Stem Cell Treatment for MS: Can’t We Move Faster?

(This first appeared as my column in www.multiplesclerosisnewstoday.com)

There is some good news about stem cell therapy and some that’s not so great.

A just-published study concludes that one form of human stem cell therapy is more effective at treating multiple sclerosis than the best of the MS medications being used currently.

The not-so-good news is that approval of this therapy in the U.S. still seems to be a long way off.

The treatment is known as high-dose immunosuppressive therapy and autologous hematopoietic cell transplant (HDIT/HCT). The procedure, more widely known as HSCT, aims to suppress active disease and to prevent further disability by removing disease-causing cells and resetting the immune system. During the procedure doctors collect a patient’s blood-forming stem cells, give the patient high-dose chemotherapy to deplete the immune system, and then return the patient’s own stem cells to rebuild the immune system.

Stem cell replacement is better than MS drugs

The five-year study, that was published in the February issue of Neurology, shows that HDIT/HCT can result in sustained remission of relapsing-remitting MS. Five years after receiving HDIT/HCT, 69% of the trial participants had no progression of disability, relapse of MS symptoms or new brain lesions.

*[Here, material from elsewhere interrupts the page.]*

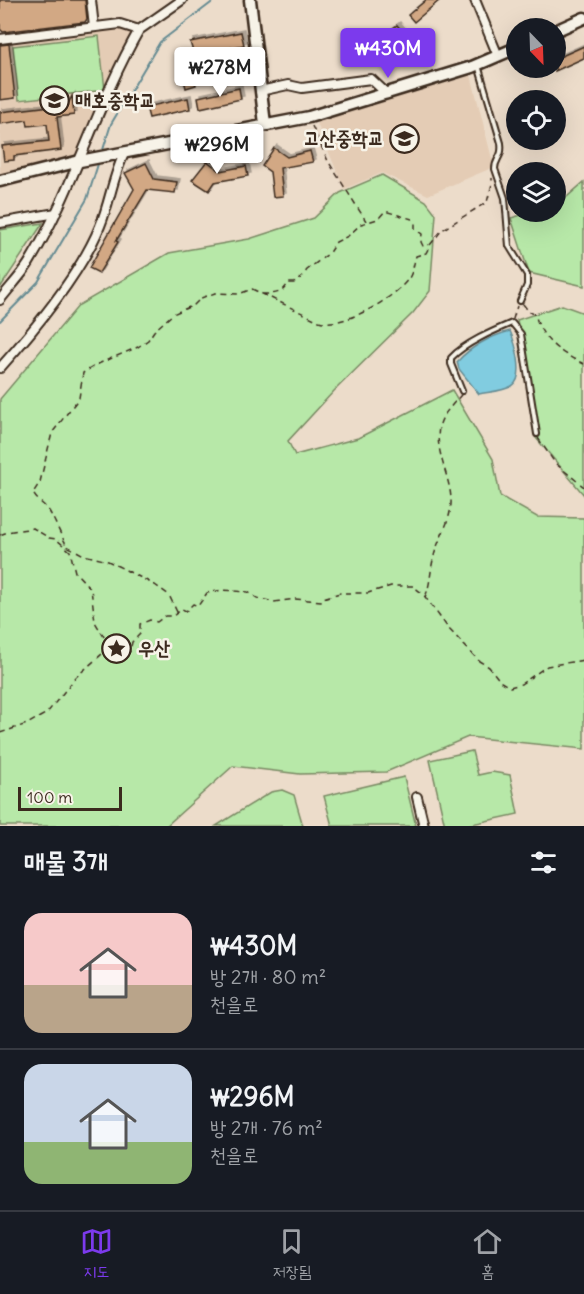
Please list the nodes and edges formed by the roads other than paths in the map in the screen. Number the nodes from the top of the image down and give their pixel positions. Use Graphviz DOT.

And some of the patients had some of their symptoms improve. This occurred without taking any MS medications after the stem cells were replaced.

“These extended findings suggest that one-time treatment with HDIT/HCT may be substantially more effective than long-term treatment with the best available medications for people with a certain type of MS,” said Anthony S. Fauci, MD, the Director of the National Institute of Allergy and Infectious Diseases.

More study needed

But, here’s the not-so-good news. In a press release Fauci continued: “These encouraging results support the development of a large, randomized trial to directly compare HDIT/HCT to standard of care for this often-debilitating disease.” So, Dr. Fauci, how many more years will that take?  Granted, the study that was just completed involved only 24 volunteers, all of whom had aggressive, relapsing-remitting MS. We know the treatment carries some risks and that many participants in the study experienced some serious, but expected, side effects, such as infections. But, five years after receiving HDIT/HCT treatment, most trial participants remained in remission and their MS had stabilized. In addition, some participants showed improvements, such as recovery of mobility or other physical capabilities. It seems as if results such as that should shift research into high gear.

Is research moving fast enough?

Why, then, do investigators seem not to have greater urgency in making HDIT/HCT treatment available in the U.S.?  “If these findings are confirmed in larger studies, HDIT/HCT may become a potential therapeutic option for patients with active relapsing-remitting MS, particularly those who do not respond to existing therapies,” said Daniel Rotrosen, MD, director of NIAID’s Division of Allergy, Immunology and Transplantation.  

To me, that sounds like several more years of study before researchers will be ready to ask the U.S. Food and Drug Administration to approve this treatment. I’m not a doctor. I’m not a scientist. I’m just an MS patient who’s anxious to halt the progression of my disease and to walk better. Do I need to wait another five years or more while “a large, randomized trial” is conducted?

Just venting, I guess. But scientists have been studying stem cell treatments for years and it sure seems as if we’re still crawling when we should be cruising.


Reader Comments

  1. I was wondering about how stem cell research was doing during the past couple of years. I guess it makes sense that there should be more years of study and tests before this treatment is available to the public. Hopefully we’ll be able to make new developments in stem cell research soon.

  2. Over twenty years and Ocrelizumab is the best
    that our “scientists ” can come up with!
    It’s obvious that no one can stay on this for long
    as you cannot deplete B cells completely
    without major complications!
    Research everyone before you take this!

  3. I always thought from the beginning, I was diagnosed officially in 1999, Stem Cell treatment would be the answer/the cure. I know there are risks but depending on our current health status I strongly believe we should be able to make an educated decision.

  4. I agree with you u2hearts, I think it is great that RRMS has the possibility to be treated like this, but I feel really frustrated at the lack of research toward SPMS.

  5. Another relapse-remitting? I thought stem cells were more for secondary progressive? Where are the secondary drugs?

    1. Ocrevus, which is intended for PPMS, will hopefully be approved by the FDA when it meets on March 28. Also, I believe that some PPMS/SPMS patients may be receiving Lemtrada infusions.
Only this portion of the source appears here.